Researchers often think of “alternatives” as other potential romantic partners. But it’s also important to factor in a whole array of social issues. For some people, the choice of living alone is better than the married hell they’re going through. For others, a solitary life would be a fate worse than death — and maybe even worse than a loveless marriage.

Despite the social ideal of marriage as a union of soulmates, it’s still at its most basic level an economic arrangement for raising a family. And, so, some unhappy couples do stay together for the sake of the kids. They work out an uneasy truce, such as separate bedrooms or bank accounts, because they view the prospect of divorce and dividing the children between two homes to be an even worse scenario.

Religious attitudes about divorce can also play a role. If I leave my unhappy marriage, my church community may shun me, and I'll lose the only social support I've got. Or I'll be so wracked with guilt about having failed that I couldn't live with myself. Again, in this case the decision to stay or leave is based not on present conditions, but on what’s expected for the future.

Once it’s clear that they won’t be married happily ever after, people evaluate their prospects for the future. If they believe they have a good chance of finding something better, they’re apt to leave and start anew. Perhaps that's why young married couples are much more likely to divorce: They know they’ve still got the goods to compete in the mating market.

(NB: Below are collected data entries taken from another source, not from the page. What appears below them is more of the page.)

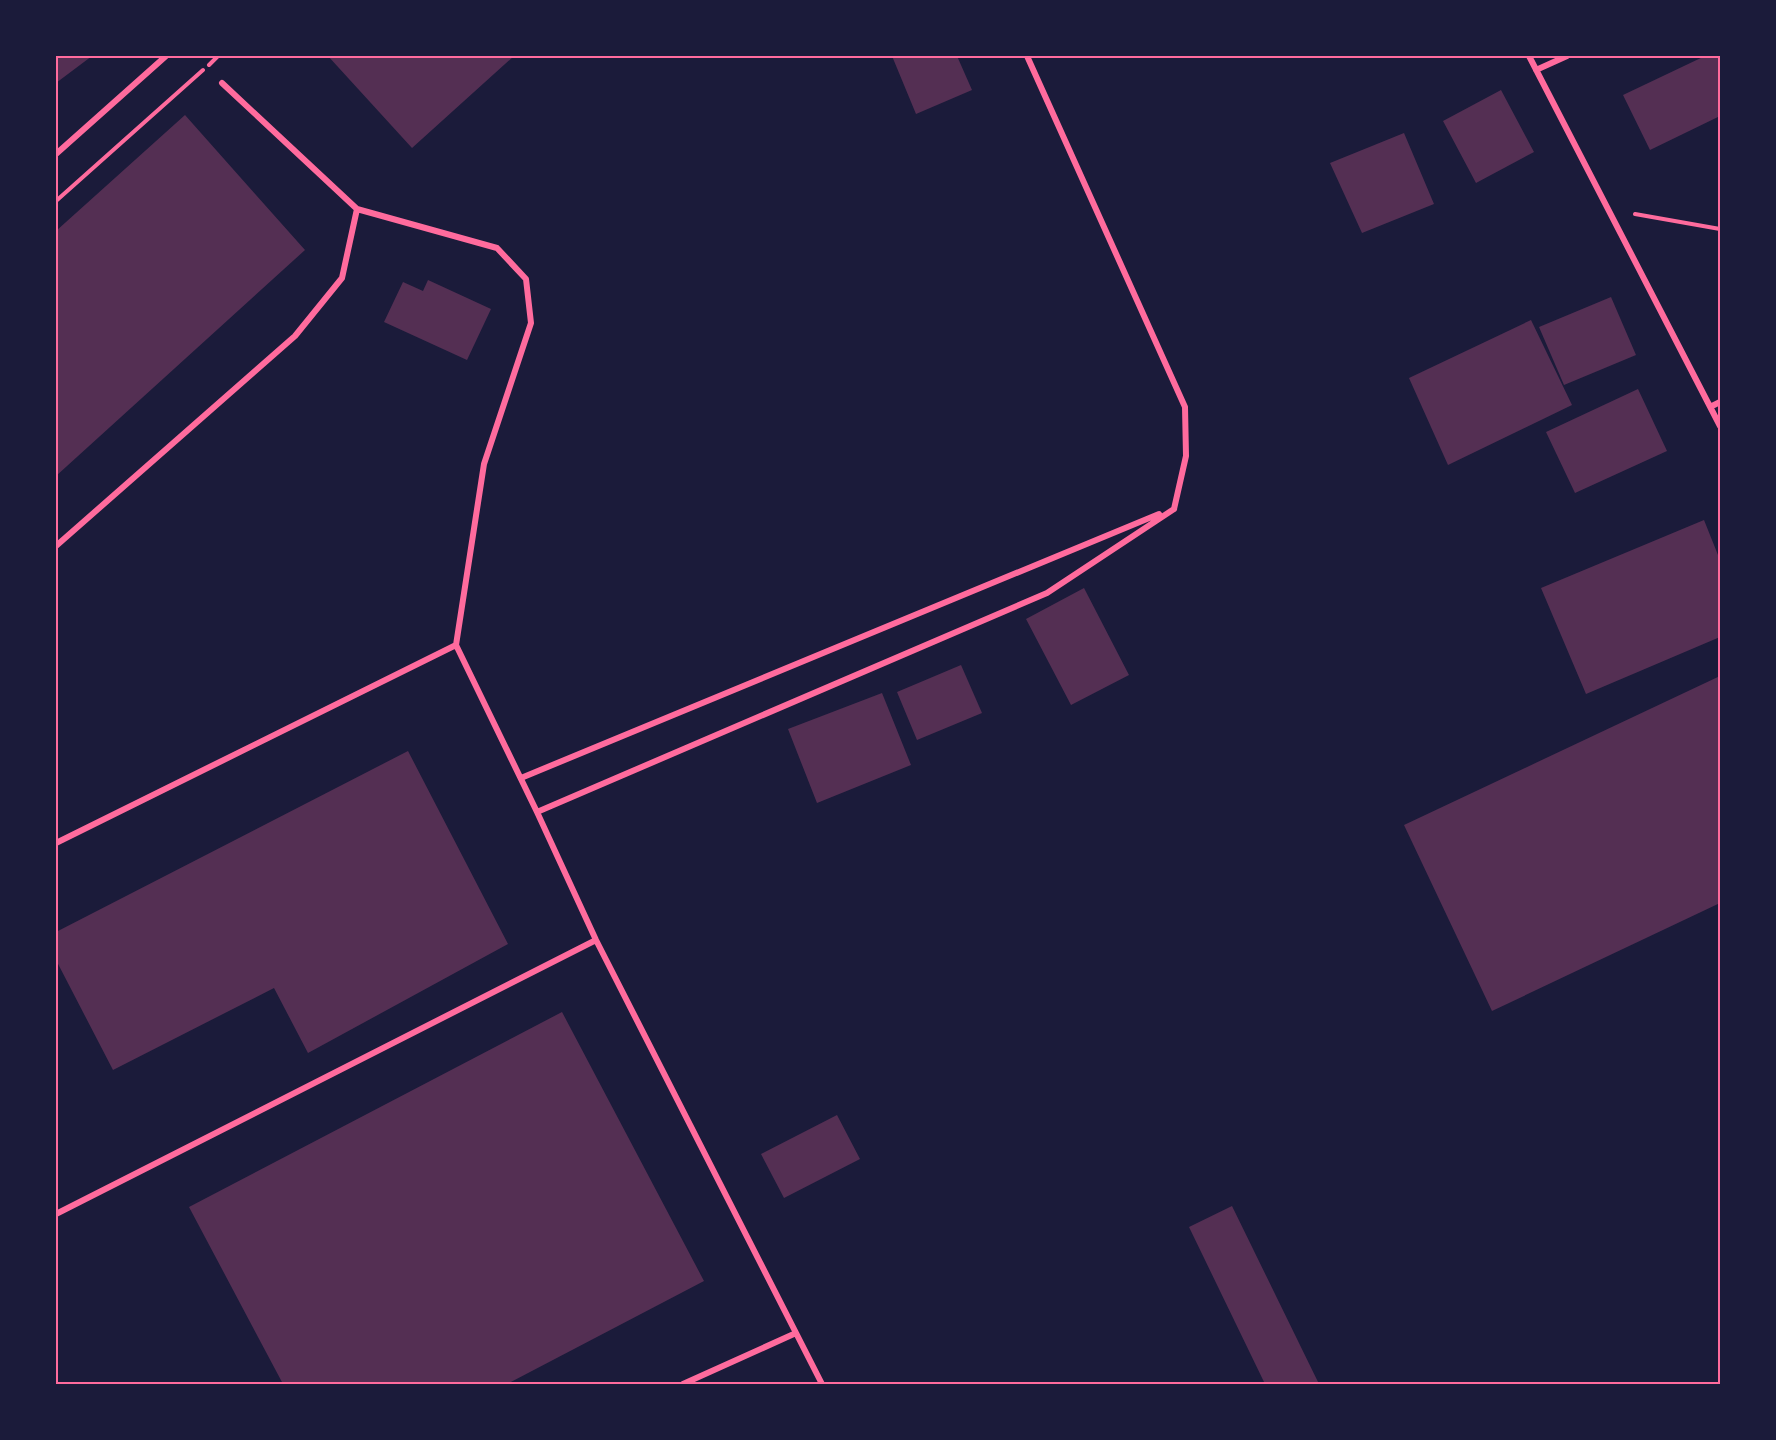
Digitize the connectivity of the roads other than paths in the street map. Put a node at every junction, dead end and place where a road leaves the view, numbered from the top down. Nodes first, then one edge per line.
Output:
1 (166, 56) edge
2 (1027, 56) edge
3 (1529, 56) edge
4 (1567, 56) edge
5 (1536, 70) junction
6 (222, 83) dead end
7 (56, 154) edge
8 (357, 209) junction
9 (1720, 402) edge
10 (1712, 406) junction
11 (1720, 426) edge
12 (1174, 508) junction
13 (56, 546) edge
14 (456, 645) junction
15 (521, 778) junction
16 (537, 812) junction
17 (56, 843) edge
18 (596, 940) junction
19 (56, 1214) edge
20 (796, 1333) junction
21 (683, 1384) edge
22 (822, 1384) edge

1 - 7 street
2 - 12 street
3 - 5 street
4 - 5 street
5 - 10 street
6 - 8 street
8 - 13 street
8 - 14 street
9 - 10 street
10 - 11 street
12 - 15 street
12 - 16 street
14 - 15 street
14 - 17 street
15 - 16 street
16 - 18 street
18 - 19 street
18 - 20 street
20 - 21 street
20 - 22 street

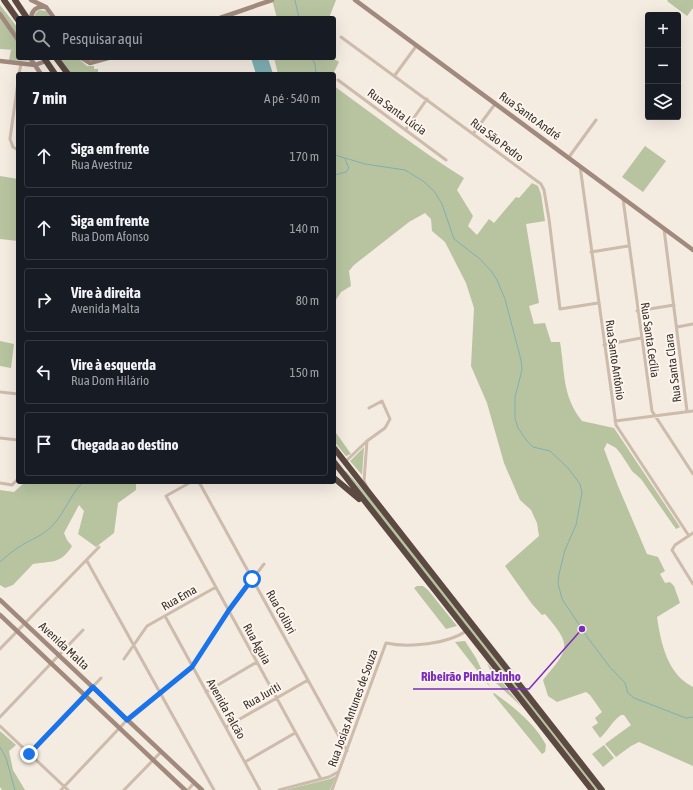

But when people can’t envision an alternative that’s better than the unhappy arrangement they’re in, they may stay and try to make the best of a bad situation. These couples find ways to mitigate the strife in their marriage, ending up as housemates rather than soulmates. They may derive little happiness from their relationship, but they don’t expect it, either. And some, perhaps many, still find sufficient happiness from friendships or other activities in their lives.

References

Baker, L. R., McNulty, J. K., & VanderDrift, L. E. (2017). Expectations for future relationship satisfaction: Unique sources and critical implications for commitment. Journal of Experimental Psychology: General, 146, 700-721.